*** Listed entries

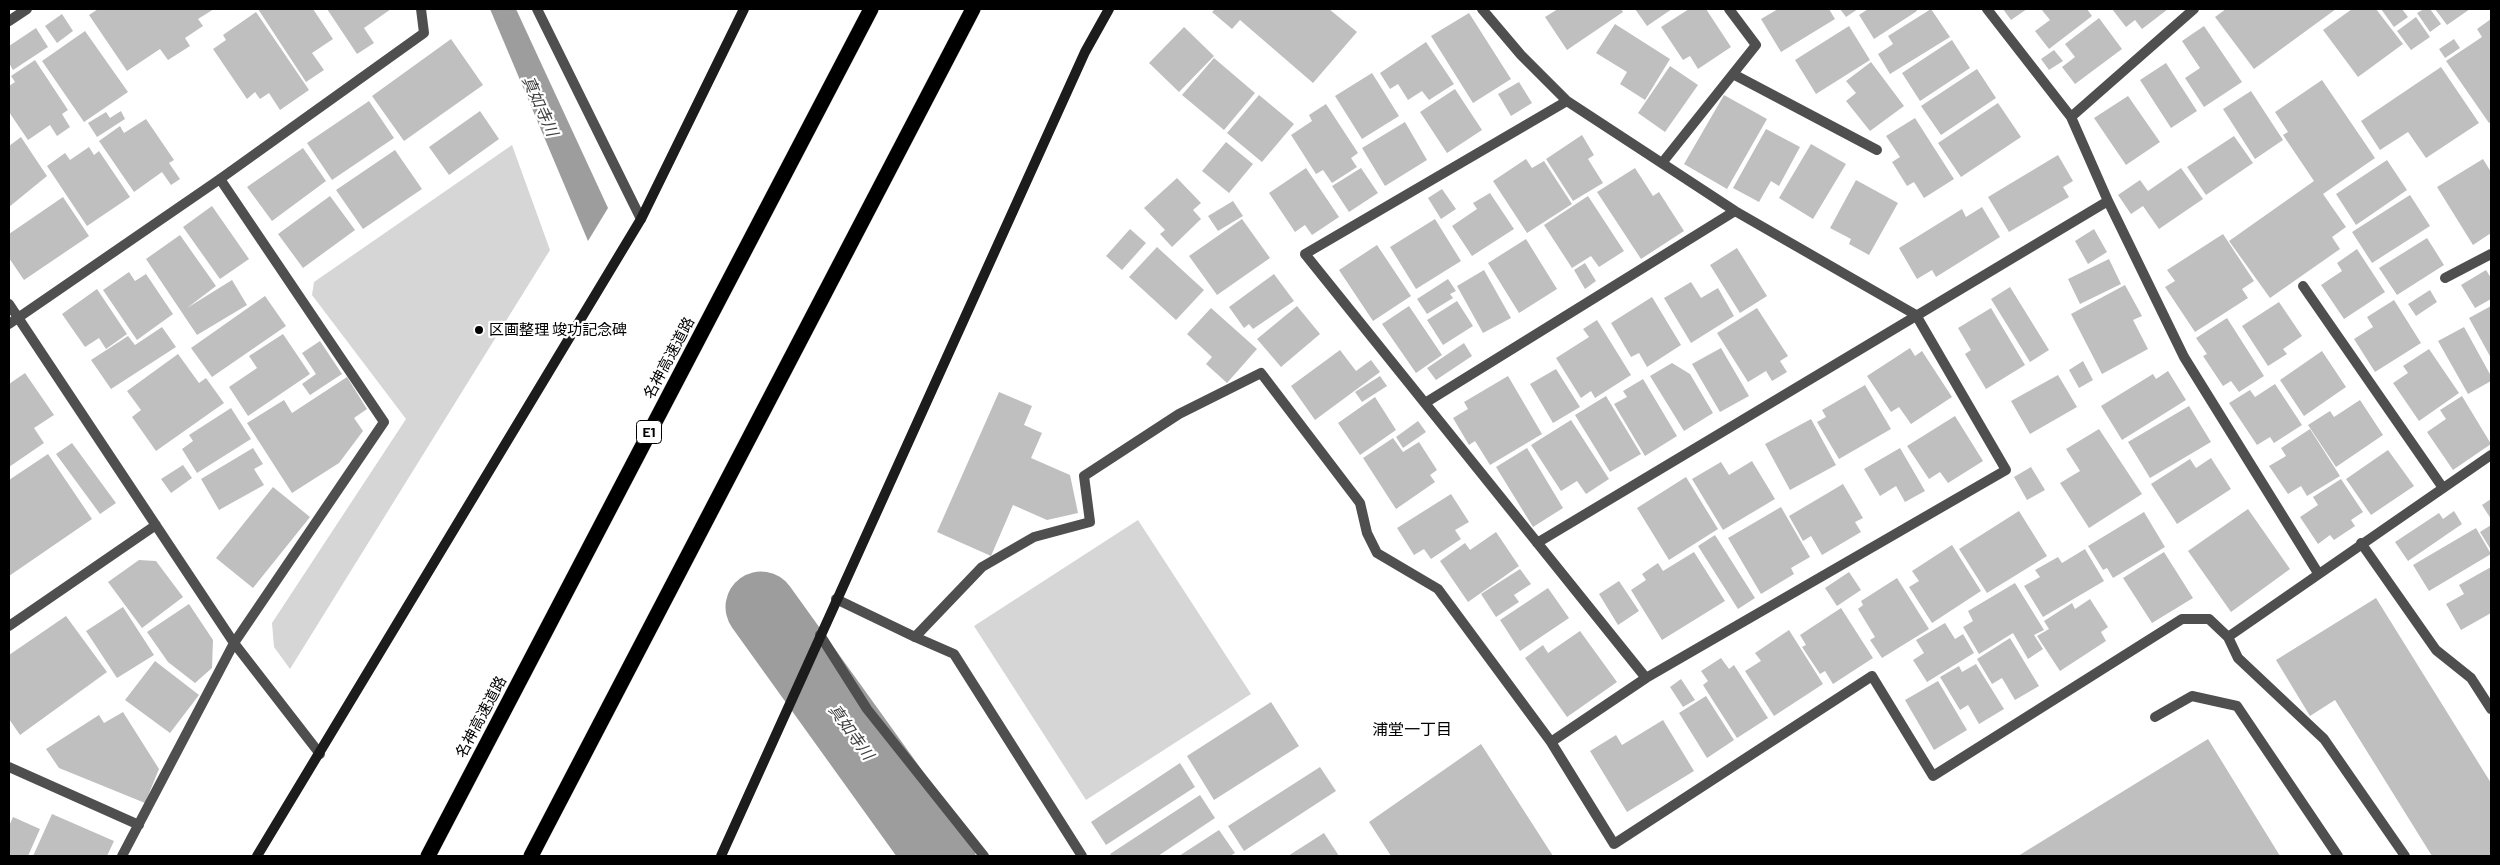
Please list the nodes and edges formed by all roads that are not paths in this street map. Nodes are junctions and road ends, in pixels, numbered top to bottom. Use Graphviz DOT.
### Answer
graph roads {
  1 [pos="27,9"];
  2 [pos="421,9"];
  3 [pos="537,9"];
  4 [pos="744,9"];
  5 [pos="871,9"];
  6 [pos="973,9"];
  7 [pos="1109,9"];
  8 [pos="1482,9"];
  9 [pos="1729,9"];
  10 [pos="1988,9"];
  11 [pos="2194,9"];
  12 [pos="9,22"];
  13 [pos="1733,74"];
  14 [pos="1567,101"];
  15 [pos="2071,117"];
  16 [pos="1877,150"];
  17 [pos="1662,163"];
  18 [pos="220,179"];
  19 [pos="2108,201"];
  20 [pos="1735,210"];
  21 [pos="641,219"];
  22 [pos="2491,254"];
  23 [pos="2445,278"];
  24 [pos="2303,286"];
  25 [pos="9,304"];
  26 [pos="1916,315"];
  27 [pos="18,317"];
  28 [pos="9,324"];
  29 [pos="1425,403"];
  30 [pos="2491,455"];
  31 [pos="2443,488"];
  32 [pos="156,526"];
  33 [pos="1537,543"];
  34 [pos="2361,543"];
  35 [pos="2318,574"];
  36 [pos="836,599"];
  37 [pos="9,626"];
  38 [pos="820,637"];
  39 [pos="915,637"];
  40 [pos="2228,637"];
  41 [pos="234,643"];
  42 [pos="1646,678"];
  43 [pos="2491,709"];
  44 [pos="2155,717"];
  45 [pos="1551,742"];
  46 [pos="320,754"];
  47 [pos="9,767"];
  48 [pos="140,825"];
  49 [pos="2334,855"];
  50 [pos="122,856"];
  51 [pos="257,856"];
  52 [pos="428,856"];
  53 [pos="531,856"];
  54 [pos="721,856"];
  55 [pos="984,856"];
  56 [pos="1082,856"];
  57 [pos="2405,856"];
  1 -- 12 [label="street"];
  2 -- 18 [label="street"];
  3 -- 21 [label="street"];
  4 -- 21 [label="street"];
  5 -- 52 [label="highway, 名神高速道路 / E1"];
  6 -- 53 [label="highway"];
  7 -- 36 [label="street"];
  8 -- 14 [label="street"];
  9 -- 13 [label="street"];
  10 -- 15 [label="street"];
  11 -- 15 [label="street"];
  13 -- 16 [label="street"];
  13 -- 17 [label="street"];
  14 -- 17 [label="street"];
  14 -- 29 [label="street"];
  15 -- 19 [label="street"];
  17 -- 20 [label="street"];
  18 -- 27 [label="street"];
  18 -- 41 [label="street"];
  19 -- 26 [label="street"];
  19 -- 35 [label="street"];
  20 -- 26 [label="street"];
  20 -- 29 [label="street"];
  21 -- 46 [label="street"];
  22 -- 23 [label="street"];
  24 -- 31 [label="street"];
  25 -- 27 [label="street"];
  26 -- 33 [label="street"];
  26 -- 42 [label="street"];
  27 -- 28 [label="street"];
  27 -- 32 [label="street"];
  29 -- 33 [label="street"];
  30 -- 31 [label="street"];
  31 -- 34 [label="street"];
  32 -- 37 [label="street"];
  32 -- 41 [label="street"];
  33 -- 42 [label="street"];
  34 -- 35 [label="street"];
  34 -- 43 [label="street"];
  35 -- 40 [label="street"];
  36 -- 38 [label="street"];
  36 -- 39 [label="street"];
  38 -- 54 [label="street"];
  38 -- 55 [label="street"];
  39 -- 45 [label="street"];
  39 -- 56 [label="street"];
  40 -- 45 [label="street"];
  40 -- 57 [label="street"];
  41 -- 46 [label="street"];
  41 -- 48 [label="street"];
  42 -- 45 [label="street"];
  44 -- 49 [label="street"];
  46 -- 51 [label="street"];
  47 -- 48 [label="street"];
  48 -- 50 [label="street"];
}
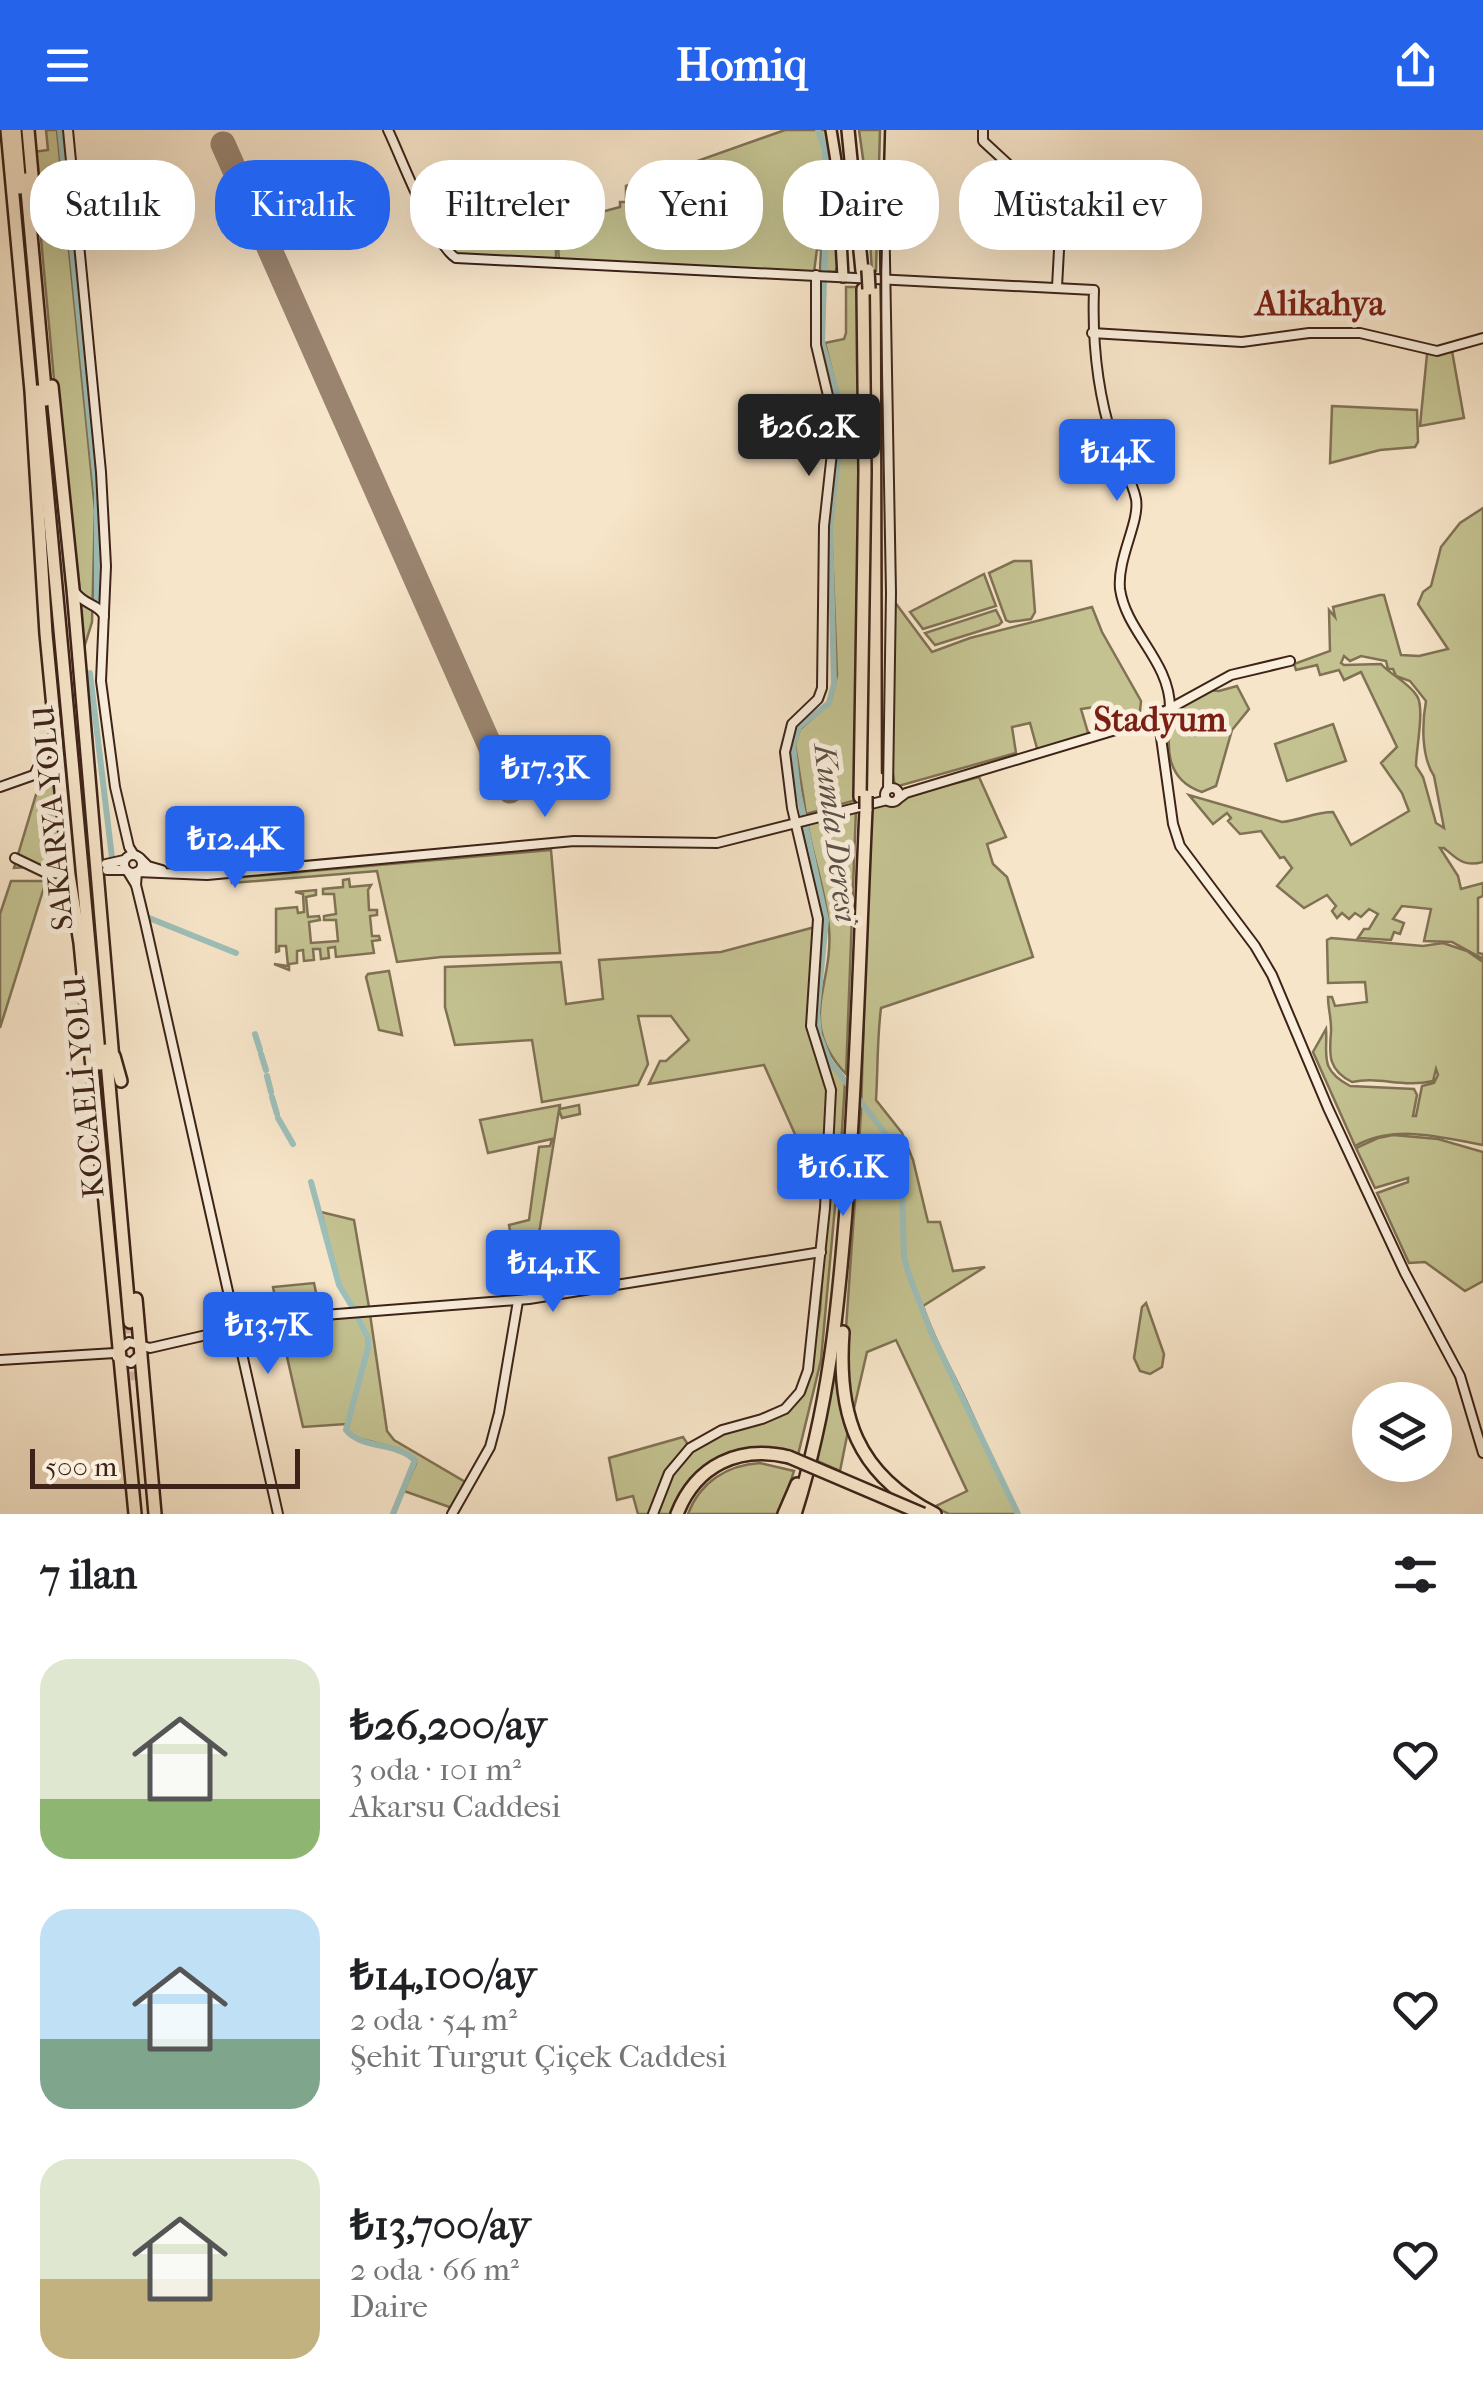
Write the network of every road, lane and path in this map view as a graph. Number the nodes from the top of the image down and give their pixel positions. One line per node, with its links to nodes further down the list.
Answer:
1 (7, 130): 17 (highway)
2 (22, 130): 8 (highway); 12 (highway, SAKARYA YOLU); 18 (highway, KOCAELİ YOLU)
3 (68, 130): 22 (main road)
4 (388, 130): 13 (main road)
5 (831, 130): 14 (main road)
6 (851, 130): 41 (highway, bridge)
7 (983, 130): 16 (main road)
8 (30, 174)
9 (36, 250): 18 (highway)
10 (39, 250): 21 (highway)
11 (886, 250): 15 (main road)
12 (26, 258): 17 (highway); 38 (highway, SAKARYA YOLU)
13 (818, 275): 14 (main road); 32 (main road)
14 (839, 277): 15 (main road)
15 (887, 280): 16 (main road); 31 (main road)
16 (1057, 287): 19 (main road)
17 (22, 297): 26 (highway)
18 (38, 310): 42 (highway, KOCAELİ YOLU)
19 (1092, 333): 20 (main road); 25 (main road)
20 (1483, 338)
21 (73, 588): 22 (main road); 23 (highway)
22 (103, 615): 23 (main road); 34 (main road)
23 (76, 621): 39 (highway)
24 (1290, 661): 25 (main road)
25 (1161, 713): 27 (main road); 27 (main road); 31 (main road)
26 (56, 726): 28 (main road); 29 (highway)
27 (1163, 731): 53 (main road); 54 (main road)
28 (43, 763): 29 (main road); 30 (main road)
29 (58, 774): 36 (highway)
30 (0, 787)
31 (891, 793): 32 (main road)
32 (795, 822): 34 (main road); 35 (main road); 45 (main road)
33 (15, 858): 36 (main road)
34 (131, 858): 35 (main road); 35 (main road); 35 (main road)
35 (131, 871): 48 (main road)
36 (69, 872): 37 (highway)
37 (82, 964): 38 (highway); 42 (highway)
38 (96, 1024): 42 (highway, SAKARYA YOLU)
39 (112, 1044): 40 (highway); 44 (highway)
40 (121, 1080)
41 (851, 1105): 43 (highway); 61 (highway)
42 (106, 1139): 44 (highway); 47 (highway, SAKARYA YOLU); 47 (highway)
43 (849, 1173): 61 (highway); 64 (highway)
44 (129, 1233): 47 (highway)
45 (821, 1252): 46 (main road); 59 (main road)
46 (518, 1300): 48 (main road); 58 (main road)
47 (127, 1324): 49 (highway); 50 (highway)
48 (238, 1328): 49 (main road); 57 (main road)
49 (144, 1350): 50 (main road); 50 (main road); 52 (highway)
50 (116, 1354): 51 (main road); 52 (highway)
51 (0, 1362)
52 (132, 1381): 56 (highway)
53 (1483, 1440)
54 (1483, 1453)
55 (787, 1460): 60 (highway); 62 (highway, bridge); 63 (highway, bridge)
56 (145, 1514)
57 (278, 1514)
58 (452, 1514)
59 (653, 1514)
60 (681, 1514)
61 (789, 1514)
62 (908, 1514)
63 (924, 1514)
64 (935, 1514)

******

Work instruction> Reproduce the lines above exactly, please, but not the pictures in them.

Answer to this task>
Please list the nodes and edges formed by all roads that are not paths in this street map. Nodes are junctions and road ends, in pixels, numbered top to bottom. Use Graphviz DOT.
### Answer
graph roads {
  1 [pos="27,9"];
  2 [pos="421,9"];
  3 [pos="537,9"];
  4 [pos="744,9"];
  5 [pos="871,9"];
  6 [pos="973,9"];
  7 [pos="1109,9"];
  8 [pos="1482,9"];
  9 [pos="1729,9"];
  10 [pos="1988,9"];
  11 [pos="2194,9"];
  12 [pos="9,22"];
  13 [pos="1733,74"];
  14 [pos="1567,101"];
  15 [pos="2071,117"];
  16 [pos="1877,150"];
  17 [pos="1662,163"];
  18 [pos="220,179"];
  19 [pos="2108,201"];
  20 [pos="1735,210"];
  21 [pos="641,219"];
  22 [pos="2491,254"];
  23 [pos="2445,278"];
  24 [pos="2303,286"];
  25 [pos="9,304"];
  26 [pos="1916,315"];
  27 [pos="18,317"];
  28 [pos="9,324"];
  29 [pos="1425,403"];
  30 [pos="2491,455"];
  31 [pos="2443,488"];
  32 [pos="156,526"];
  33 [pos="1537,543"];
  34 [pos="2361,543"];
  35 [pos="2318,574"];
  36 [pos="836,599"];
  37 [pos="9,626"];
  38 [pos="820,637"];
  39 [pos="915,637"];
  40 [pos="2228,637"];
  41 [pos="234,643"];
  42 [pos="1646,678"];
  43 [pos="2491,709"];
  44 [pos="2155,717"];
  45 [pos="1551,742"];
  46 [pos="320,754"];
  47 [pos="9,767"];
  48 [pos="140,825"];
  49 [pos="2334,855"];
  50 [pos="122,856"];
  51 [pos="257,856"];
  52 [pos="428,856"];
  53 [pos="531,856"];
  54 [pos="721,856"];
  55 [pos="984,856"];
  56 [pos="1082,856"];
  57 [pos="2405,856"];
  1 -- 12 [label="street"];
  2 -- 18 [label="street"];
  3 -- 21 [label="street"];
  4 -- 21 [label="street"];
  5 -- 52 [label="highway, 名神高速道路 / E1"];
  6 -- 53 [label="highway"];
  7 -- 36 [label="street"];
  8 -- 14 [label="street"];
  9 -- 13 [label="street"];
  10 -- 15 [label="street"];
  11 -- 15 [label="street"];
  13 -- 16 [label="street"];
  13 -- 17 [label="street"];
  14 -- 17 [label="street"];
  14 -- 29 [label="street"];
  15 -- 19 [label="street"];
  17 -- 20 [label="street"];
  18 -- 27 [label="street"];
  18 -- 41 [label="street"];
  19 -- 26 [label="street"];
  19 -- 35 [label="street"];
  20 -- 26 [label="street"];
  20 -- 29 [label="street"];
  21 -- 46 [label="street"];
  22 -- 23 [label="street"];
  24 -- 31 [label="street"];
  25 -- 27 [label="street"];
  26 -- 33 [label="street"];
  26 -- 42 [label="street"];
  27 -- 28 [label="street"];
  27 -- 32 [label="street"];
  29 -- 33 [label="street"];
  30 -- 31 [label="street"];
  31 -- 34 [label="street"];
  32 -- 37 [label="street"];
  32 -- 41 [label="street"];
  33 -- 42 [label="street"];
  34 -- 35 [label="street"];
  34 -- 43 [label="street"];
  35 -- 40 [label="street"];
  36 -- 38 [label="street"];
  36 -- 39 [label="street"];
  38 -- 54 [label="street"];
  38 -- 55 [label="street"];
  39 -- 45 [label="street"];
  39 -- 56 [label="street"];
  40 -- 45 [label="street"];
  40 -- 57 [label="street"];
  41 -- 46 [label="street"];
  41 -- 48 [label="street"];
  42 -- 45 [label="street"];
  44 -- 49 [label="street"];
  46 -- 51 [label="street"];
  47 -- 48 [label="street"];
  48 -- 50 [label="street"];
}
Write the network of every road, lane and path in this map view as a graph. Number the nodes from the top of the image down and give their pixel positions. One line per node, with its links to nodes further down the list.
Answer:
1 (7, 130): 17 (highway)
2 (22, 130): 8 (highway); 12 (highway, SAKARYA YOLU); 18 (highway, KOCAELİ YOLU)
3 (68, 130): 22 (main road)
4 (388, 130): 13 (main road)
5 (831, 130): 14 (main road)
6 (851, 130): 41 (highway, bridge)
7 (983, 130): 16 (main road)
8 (30, 174)
9 (36, 250): 18 (highway)
10 (39, 250): 21 (highway)
11 (886, 250): 15 (main road)
12 (26, 258): 17 (highway); 38 (highway, SAKARYA YOLU)
13 (818, 275): 14 (main road); 32 (main road)
14 (839, 277): 15 (main road)
15 (887, 280): 16 (main road); 31 (main road)
16 (1057, 287): 19 (main road)
17 (22, 297): 26 (highway)
18 (38, 310): 42 (highway, KOCAELİ YOLU)
19 (1092, 333): 20 (main road); 25 (main road)
20 (1483, 338)
21 (73, 588): 22 (main road); 23 (highway)
22 (103, 615): 23 (main road); 34 (main road)
23 (76, 621): 39 (highway)
24 (1290, 661): 25 (main road)
25 (1161, 713): 27 (main road); 27 (main road); 31 (main road)
26 (56, 726): 28 (main road); 29 (highway)
27 (1163, 731): 53 (main road); 54 (main road)
28 (43, 763): 29 (main road); 30 (main road)
29 (58, 774): 36 (highway)
30 (0, 787)
31 (891, 793): 32 (main road)
32 (795, 822): 34 (main road); 35 (main road); 45 (main road)
33 (15, 858): 36 (main road)
34 (131, 858): 35 (main road); 35 (main road); 35 (main road)
35 (131, 871): 48 (main road)
36 (69, 872): 37 (highway)
37 (82, 964): 38 (highway); 42 (highway)
38 (96, 1024): 42 (highway, SAKARYA YOLU)
39 (112, 1044): 40 (highway); 44 (highway)
40 (121, 1080)
41 (851, 1105): 43 (highway); 61 (highway)
42 (106, 1139): 44 (highway); 47 (highway, SAKARYA YOLU); 47 (highway)
43 (849, 1173): 61 (highway); 64 (highway)
44 (129, 1233): 47 (highway)
45 (821, 1252): 46 (main road); 59 (main road)
46 (518, 1300): 48 (main road); 58 (main road)
47 (127, 1324): 49 (highway); 50 (highway)
48 (238, 1328): 49 (main road); 57 (main road)
49 (144, 1350): 50 (main road); 50 (main road); 52 (highway)
50 (116, 1354): 51 (main road); 52 (highway)
51 (0, 1362)
52 (132, 1381): 56 (highway)
53 (1483, 1440)
54 (1483, 1453)
55 (787, 1460): 60 (highway); 62 (highway, bridge); 63 (highway, bridge)
56 (145, 1514)
57 (278, 1514)
58 (452, 1514)
59 (653, 1514)
60 (681, 1514)
61 (789, 1514)
62 (908, 1514)
63 (924, 1514)
64 (935, 1514)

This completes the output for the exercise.